Mirza mon grand
ami,
Mes yeux pleurent de joie. Ce jourd'hui
est béni. Il vient de me combler sans que je m'y attende d'une de
ces visions qui remplissent bien la vie.
Je vais t'en narrer dans les détails
l'exacte circonstance.
Mon corps me fait souffrance, tu le
sais. Je m'évertue chaque jour de Dieu à faire quelqu'exercice pour
lui donner souplesse.
Je vais donc en marchant par les rues
de la ville où je suis. Elles sont de toutes tailles et de charmes
divers. La route principale, celle qu'on nomme République, la
traverse en plein cœur. Elle connaît grand encombre de ceux qui
vont à pied ou par petits carrosses. On en voit même certains qui
chevauchent étranges objets de fer qu'ils meuvent avec les pieds.
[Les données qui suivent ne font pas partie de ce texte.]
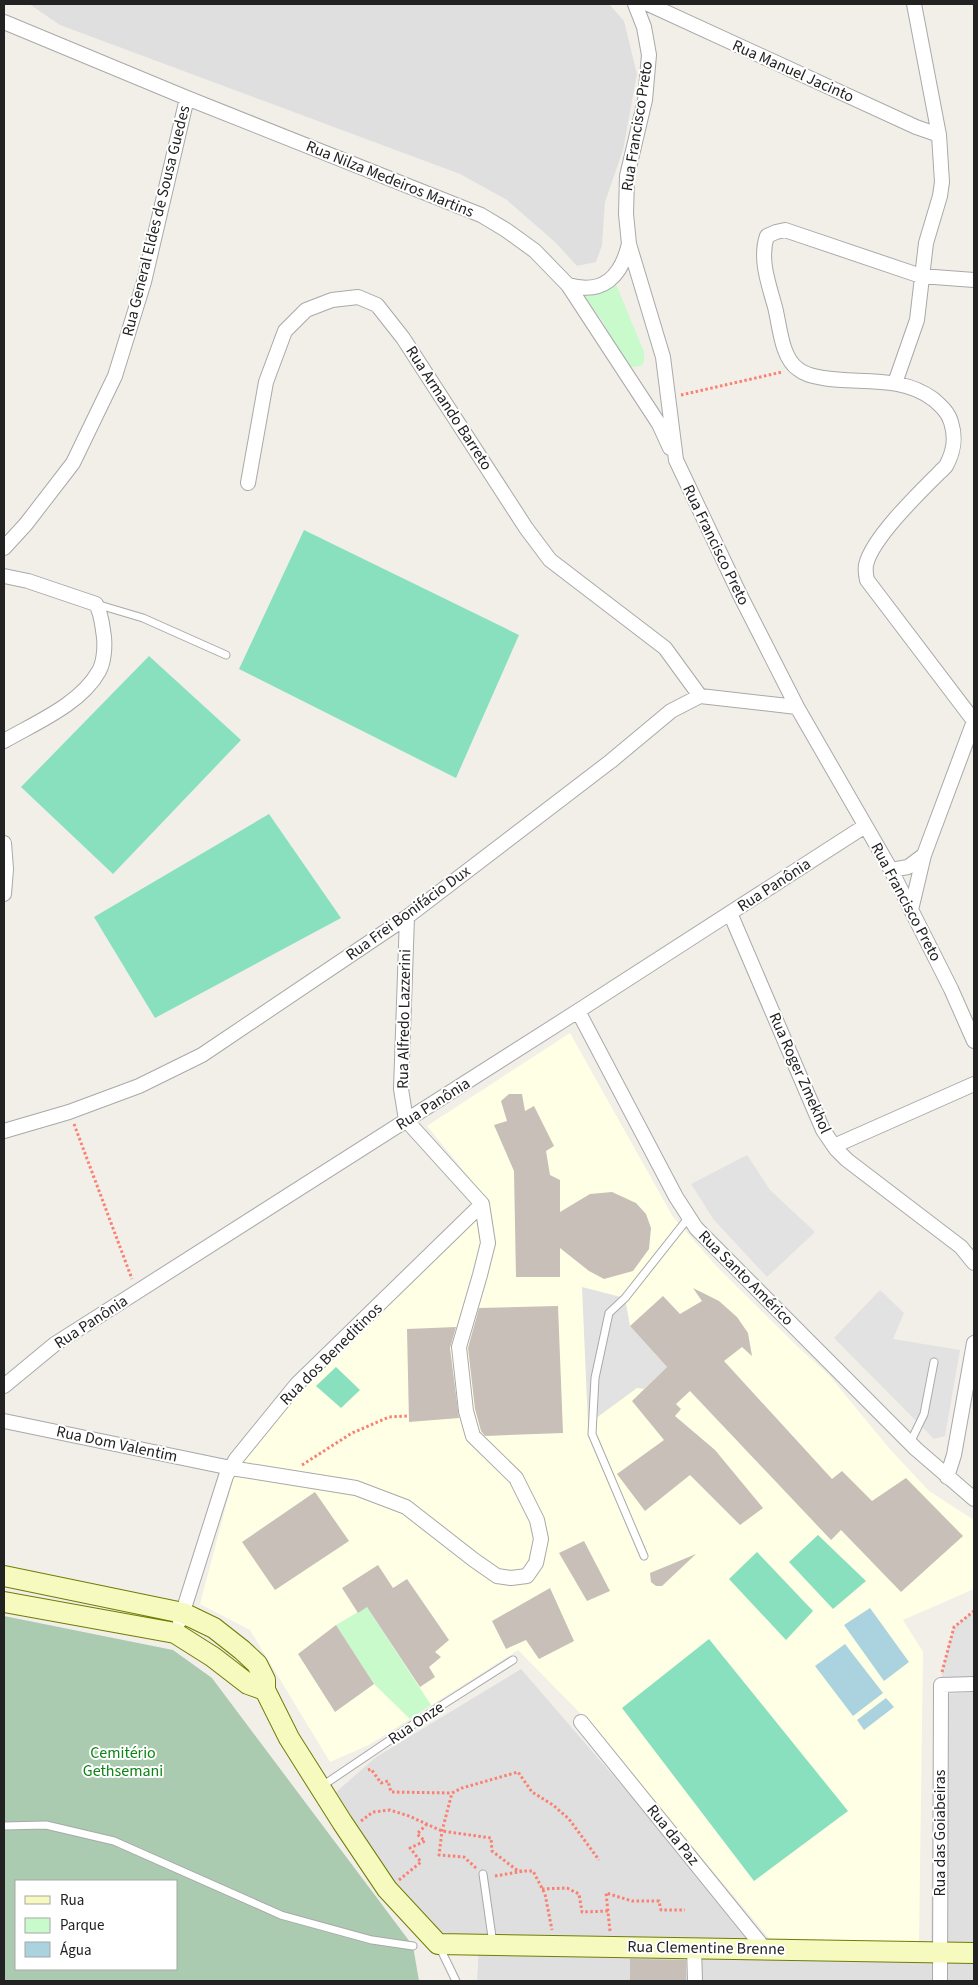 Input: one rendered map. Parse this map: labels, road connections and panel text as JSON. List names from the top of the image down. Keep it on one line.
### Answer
{"streets":{"street":["Rua Manuel Jacinto","Rua Francisco Preto","Rua Nilza Medeiros Martins","Rua General Eldes de Sousa Guedes","Rua Armando Barreto","Rua Panônia","Rua Frei Bonifácio Dux","Rua Alfredo Lazzerini","Rua Roger Zmekhol","Rua Santo Américo","Rua dos Beneditinos","Rua Dom Valentim","Rua das Goiabeiras","Rua da Paz","Rua Clementine Brenne"],"lane":["Rua Onze"]},"crossings":[["Rua Francisco Preto","Rua Nilza Medeiros Martins"],["Rua Francisco Preto","Rua Panônia"],["Rua Nilza Medeiros Martins","Rua General Eldes de Sousa Guedes"],["Rua Armando Barreto","Rua Frei Bonifácio Dux"],["Rua Panônia","Rua Alfredo Lazzerini"],["Rua Panônia","Rua Roger Zmekhol"],["Rua Panônia","Rua Santo Américo"],["Rua Frei Bonifácio Dux","Rua Alfredo Lazzerini"],["Rua dos Beneditinos","Rua Dom Valentim"],["Rua das Goiabeiras","Rua Clementine Brenne"],["Rua da Paz","Rua Clementine Brenne"]],"parks":["Cemitério Gethsemani"],"legend":["Rua","Parque","Água"]}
Les pavés font secousses. J'admire leurs prouesses. Le calife
prévoyant leur a fait nouvelle route afin qu'ils puissent s'ébattre
sans risque de se nuire ou de nuire aux autres et offrir aux familles
des lieux de promenades. Cela a grand succès. Les grognons
vitupèrent comme à leur habitude. Ils fréquentent de nuit pour ne
pas être vus.
Mais foin de ces remarques. Passant
donc tout à l'heure devant échoppe à livres qui offre ses produits
à tous ceux qui savent lire, mes yeux furent attirés par un de ces
dessus qu'on appelle couverture. J'en tremble d'émotion. C'était
ouvrage du Maître certes en petit format qui n'est pas familier et
en langue locale. Je m'en suis approché pour en avoir cœur net. Mes
yeux émerveillés voyaient au milieu d'autres les ineffables vers et
les quatrains sublimes de notre Maître à tous, l'immense Sheikh
Omar. (*)
Son œuvre est immortelle. Elle est
donc de partout. C'est merveille de voir en toutes les contrées que
les pensées du Maître nourrissent bien les hommes qui veulent
comme nous croire que nature humaine peut s'élever en haut des
contingences. Nous avons frères ici. Cela chauffe le cœur et
réjouit mon esprit.
Je t'offre en cadeau un des quatrains
que j'aime tiré de cet ouvrage en langue mécréante. Il n'a sans
doute pas les saveurs de la Perse, ni la douceur des mots comme quand
le Maître écrit. Mais s'il est imparfait son esprit s'offre à
tous. Et là est la leçon.
Ne laisse aucune ombre de regret t'assombrir,
Aucune peine absurde
obscurcir tes jours
Ne renonce
jamais aux chants d'amour, aux prairies, aux baisers,
Jusqu'à
voir ton argile se fondre dans une plus ancienne. [24]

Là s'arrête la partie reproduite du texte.